Charles Blé Goudé : « Ouattara a eu 10 ans et avait dit lui-même qu'il ne peut être candidat »

Charles Blé Goudé, président du Cojep (Congrès Panafricain pour l’Egalité et la Justice des Peuples)


A La Haye, où il attend la décision finale des juges de la Cour Pénale Internationale, l’ancien leader des Jeunes Patriotes (désormais en liberté conditionnelle) nous a accordé un entretien exclusif. Charles Blé Goudé dénonce la prétention du président Alassane Ouattara à troisième mandat et exhorte les Ivoiriens à préserver la paix.

De notre envoyée spéciale à La Haye, Herika Ouraga

Regard serein et convaincant, la tête sur les épaules avec une fière allure, Charles Blé Goudé, président du Cojep (Congrès Panafricain pour l’Egalité et la Justice des Peuples), sort de l’«enfer » carcéral la « tête haute » !

L’ex-ministre de la Jeunesse de Laurent Gbagbo avait été transféré à la CPI (Cour Pénale Internationale) avec l'ex-Président ivoirien le 22 mars 2014 pour « crimes contre l’humanité ».

Mais, depuis le mois de mai 2020, les conditions pour sa remise en liberté ont été allégées. Et c’est de bon augure pour le « général de la rue » qui reprend désormais la parole. « Je suis aujourd’hui retenu à La Haye… Oui il y a eu des ratés mais je suis un être humain et tout ne peut pas être parfait… Jamais je n’ai perdu l’espoir que je sortirai de là parce que je savais qu’on a voulu fabriquer un ennemi devant le monde entier. Malheureusement, tout ce qu’on me reprochait n'était qu'un château de cartes », souligne Charles Blé Goudé.

Depuis sa résidence de La Haye, l’ancien leader des Jeunes Patriotes vit sa liberté comme il l’entend. Il s’occupe en s’informant sur l’actualité dramatique de son pays, la Côte d’Ivoire. Comme il fallait s’y attendre, Charles Blé Goudé ne mâche pas ses mots sur la candidature du président Alassane Ouattara à un troisième mandat. « Je veux poser la question sur le plan éthique pour dire que la valeur et la grandeur d’un homme se mesure à la fusion qui existe entre la pensée, la parole et l’acte d’un homme… Cette trilogie entre pensée, parole et acte devrait pouvoir guider nos leaders qui, pour nous, doivent être des modèles… », observe-t-il d’entrée de jeu, Charles Blé Goudé sur cette question qui fait débat.
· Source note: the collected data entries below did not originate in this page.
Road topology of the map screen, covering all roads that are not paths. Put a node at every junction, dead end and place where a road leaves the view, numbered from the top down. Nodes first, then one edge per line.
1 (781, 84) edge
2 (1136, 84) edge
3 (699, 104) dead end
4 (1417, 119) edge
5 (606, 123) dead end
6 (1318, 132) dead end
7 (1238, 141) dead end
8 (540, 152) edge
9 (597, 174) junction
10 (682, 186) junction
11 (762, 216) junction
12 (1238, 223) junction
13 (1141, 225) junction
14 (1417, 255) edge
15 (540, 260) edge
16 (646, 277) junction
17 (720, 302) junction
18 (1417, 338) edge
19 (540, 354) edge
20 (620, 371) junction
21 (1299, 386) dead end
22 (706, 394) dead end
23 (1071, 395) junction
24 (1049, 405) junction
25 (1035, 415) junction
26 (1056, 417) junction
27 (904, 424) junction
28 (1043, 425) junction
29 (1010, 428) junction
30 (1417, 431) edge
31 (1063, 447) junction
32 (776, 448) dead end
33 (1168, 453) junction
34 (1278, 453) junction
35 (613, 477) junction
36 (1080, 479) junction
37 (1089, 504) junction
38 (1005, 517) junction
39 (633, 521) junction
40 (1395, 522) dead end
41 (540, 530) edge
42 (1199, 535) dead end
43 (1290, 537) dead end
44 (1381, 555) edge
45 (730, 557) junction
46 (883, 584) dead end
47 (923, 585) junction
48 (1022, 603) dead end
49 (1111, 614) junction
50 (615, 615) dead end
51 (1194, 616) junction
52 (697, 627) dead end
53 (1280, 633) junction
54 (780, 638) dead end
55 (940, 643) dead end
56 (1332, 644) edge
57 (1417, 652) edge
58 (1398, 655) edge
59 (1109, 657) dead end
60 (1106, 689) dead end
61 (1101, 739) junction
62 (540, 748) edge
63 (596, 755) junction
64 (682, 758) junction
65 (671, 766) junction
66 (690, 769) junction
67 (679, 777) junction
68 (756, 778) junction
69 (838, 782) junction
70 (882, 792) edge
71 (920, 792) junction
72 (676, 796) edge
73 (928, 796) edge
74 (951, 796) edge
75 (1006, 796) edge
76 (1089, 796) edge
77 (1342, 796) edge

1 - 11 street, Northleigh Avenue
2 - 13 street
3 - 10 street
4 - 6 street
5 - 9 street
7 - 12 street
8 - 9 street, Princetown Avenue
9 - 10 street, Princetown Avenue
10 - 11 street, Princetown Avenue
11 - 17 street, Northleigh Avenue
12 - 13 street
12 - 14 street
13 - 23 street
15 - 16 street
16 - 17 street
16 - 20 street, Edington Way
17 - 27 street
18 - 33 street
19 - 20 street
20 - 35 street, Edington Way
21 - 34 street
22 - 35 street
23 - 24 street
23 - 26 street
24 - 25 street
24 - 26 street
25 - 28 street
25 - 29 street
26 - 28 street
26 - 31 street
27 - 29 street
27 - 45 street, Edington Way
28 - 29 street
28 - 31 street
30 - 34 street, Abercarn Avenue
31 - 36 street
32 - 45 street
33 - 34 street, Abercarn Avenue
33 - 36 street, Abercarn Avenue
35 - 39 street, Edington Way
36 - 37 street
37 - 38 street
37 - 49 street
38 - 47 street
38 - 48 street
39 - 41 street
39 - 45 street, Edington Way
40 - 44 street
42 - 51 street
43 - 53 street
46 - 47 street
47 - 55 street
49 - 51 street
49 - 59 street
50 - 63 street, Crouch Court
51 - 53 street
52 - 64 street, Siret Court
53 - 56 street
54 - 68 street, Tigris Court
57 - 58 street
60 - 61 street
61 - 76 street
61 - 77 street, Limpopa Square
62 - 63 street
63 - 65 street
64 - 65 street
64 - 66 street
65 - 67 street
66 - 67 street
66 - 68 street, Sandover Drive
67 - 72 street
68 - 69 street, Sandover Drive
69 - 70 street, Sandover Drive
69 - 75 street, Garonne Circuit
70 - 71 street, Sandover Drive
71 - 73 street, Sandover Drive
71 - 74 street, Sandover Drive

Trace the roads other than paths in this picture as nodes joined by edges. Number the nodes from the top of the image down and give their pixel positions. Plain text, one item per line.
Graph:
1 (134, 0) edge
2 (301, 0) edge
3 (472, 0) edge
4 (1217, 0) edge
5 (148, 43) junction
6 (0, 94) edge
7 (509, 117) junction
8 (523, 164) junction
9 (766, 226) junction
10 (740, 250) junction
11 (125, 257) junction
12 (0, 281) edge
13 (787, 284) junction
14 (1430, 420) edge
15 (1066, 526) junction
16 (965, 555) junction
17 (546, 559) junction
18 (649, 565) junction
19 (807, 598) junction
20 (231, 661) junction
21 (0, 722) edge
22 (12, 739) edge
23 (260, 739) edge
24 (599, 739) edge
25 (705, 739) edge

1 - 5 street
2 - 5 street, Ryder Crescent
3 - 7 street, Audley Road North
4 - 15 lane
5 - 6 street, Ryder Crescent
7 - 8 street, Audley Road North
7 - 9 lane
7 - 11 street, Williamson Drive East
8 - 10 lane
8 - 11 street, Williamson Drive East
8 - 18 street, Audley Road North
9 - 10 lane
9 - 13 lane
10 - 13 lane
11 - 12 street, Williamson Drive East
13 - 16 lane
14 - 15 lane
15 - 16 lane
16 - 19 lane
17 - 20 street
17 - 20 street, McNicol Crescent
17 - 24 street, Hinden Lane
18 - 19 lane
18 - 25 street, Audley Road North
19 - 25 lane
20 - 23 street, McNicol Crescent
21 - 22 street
Pour le président du Cojep, la crédibilité d’un homme politique devrait se mesurer au respect de la parole donnée. « On ne dit pas une chose à 14h selon ses petits calculs et, à 14h30, on dit le contraire … Au-delà de la Côte d’Ivoire, je pense que chaque président africain ne devrait pas venir avec sa Constitution juste pour se maintenir au pouvoir… Houphouët Boigny a eu son temps, il est parti… Henri Konan Bédié a eu son temps, il est parti… Le président Gbagbo a eu son temps, il est parti… », rappelle-t-il avant de conclure : « Le président Ouattara, il a eu 10 ans et, comme lui-même l’a dit ouvertement, devant les sénateurs, les députés et les caméras du monde entier, il ne peut pas être candidat !».
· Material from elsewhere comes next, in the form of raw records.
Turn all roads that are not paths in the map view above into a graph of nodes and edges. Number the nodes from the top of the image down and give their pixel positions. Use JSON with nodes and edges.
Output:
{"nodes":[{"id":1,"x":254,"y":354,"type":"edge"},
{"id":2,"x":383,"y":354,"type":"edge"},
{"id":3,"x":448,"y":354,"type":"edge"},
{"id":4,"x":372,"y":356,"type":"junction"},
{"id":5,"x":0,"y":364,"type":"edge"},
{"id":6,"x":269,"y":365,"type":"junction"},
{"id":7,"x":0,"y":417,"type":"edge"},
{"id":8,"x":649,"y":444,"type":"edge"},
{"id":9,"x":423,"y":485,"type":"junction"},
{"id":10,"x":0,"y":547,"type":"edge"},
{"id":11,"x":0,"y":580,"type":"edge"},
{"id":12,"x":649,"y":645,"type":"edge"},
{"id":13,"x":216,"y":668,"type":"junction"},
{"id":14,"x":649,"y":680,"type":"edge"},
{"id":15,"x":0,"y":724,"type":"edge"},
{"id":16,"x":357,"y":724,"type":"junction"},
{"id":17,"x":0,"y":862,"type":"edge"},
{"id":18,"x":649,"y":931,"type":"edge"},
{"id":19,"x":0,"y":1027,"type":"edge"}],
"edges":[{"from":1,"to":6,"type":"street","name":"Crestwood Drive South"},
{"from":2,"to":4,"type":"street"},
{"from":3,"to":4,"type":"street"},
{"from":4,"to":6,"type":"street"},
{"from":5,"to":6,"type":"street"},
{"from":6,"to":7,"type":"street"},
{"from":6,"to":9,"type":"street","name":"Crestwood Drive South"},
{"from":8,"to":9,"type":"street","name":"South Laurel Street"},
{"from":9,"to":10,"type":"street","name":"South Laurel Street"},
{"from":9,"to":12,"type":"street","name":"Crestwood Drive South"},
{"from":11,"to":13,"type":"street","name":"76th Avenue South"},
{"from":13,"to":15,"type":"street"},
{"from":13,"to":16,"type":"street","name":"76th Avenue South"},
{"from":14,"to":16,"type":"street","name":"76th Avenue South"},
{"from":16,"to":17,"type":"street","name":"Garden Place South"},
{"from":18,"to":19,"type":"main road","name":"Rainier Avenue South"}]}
Comme il fallait s’y attendre, le président ivoirien, Alassane Ouattara, a annoncé sa candidature à un troisième mandat au soir du 6 août, lors du traditionnel discours à la Nation prononcé à la veille des 60 ans d’indépendance de la Côte d’Ivoire.

Pour dénoncer cette candidature « illégale » et « anticonstitutionnelle », l’opposition et les membres de la Société civile ont invité tous les Ivoiriens à envahir les rues d’Abidjan et de toutes les villes du pays le 13 août dernier… Une manifestation qui a laissé place à des affrontements entre pro-Ouattara et l’opposition dans plusieurs villes, notamment à Daoukro, Gagnoa et Bonoua.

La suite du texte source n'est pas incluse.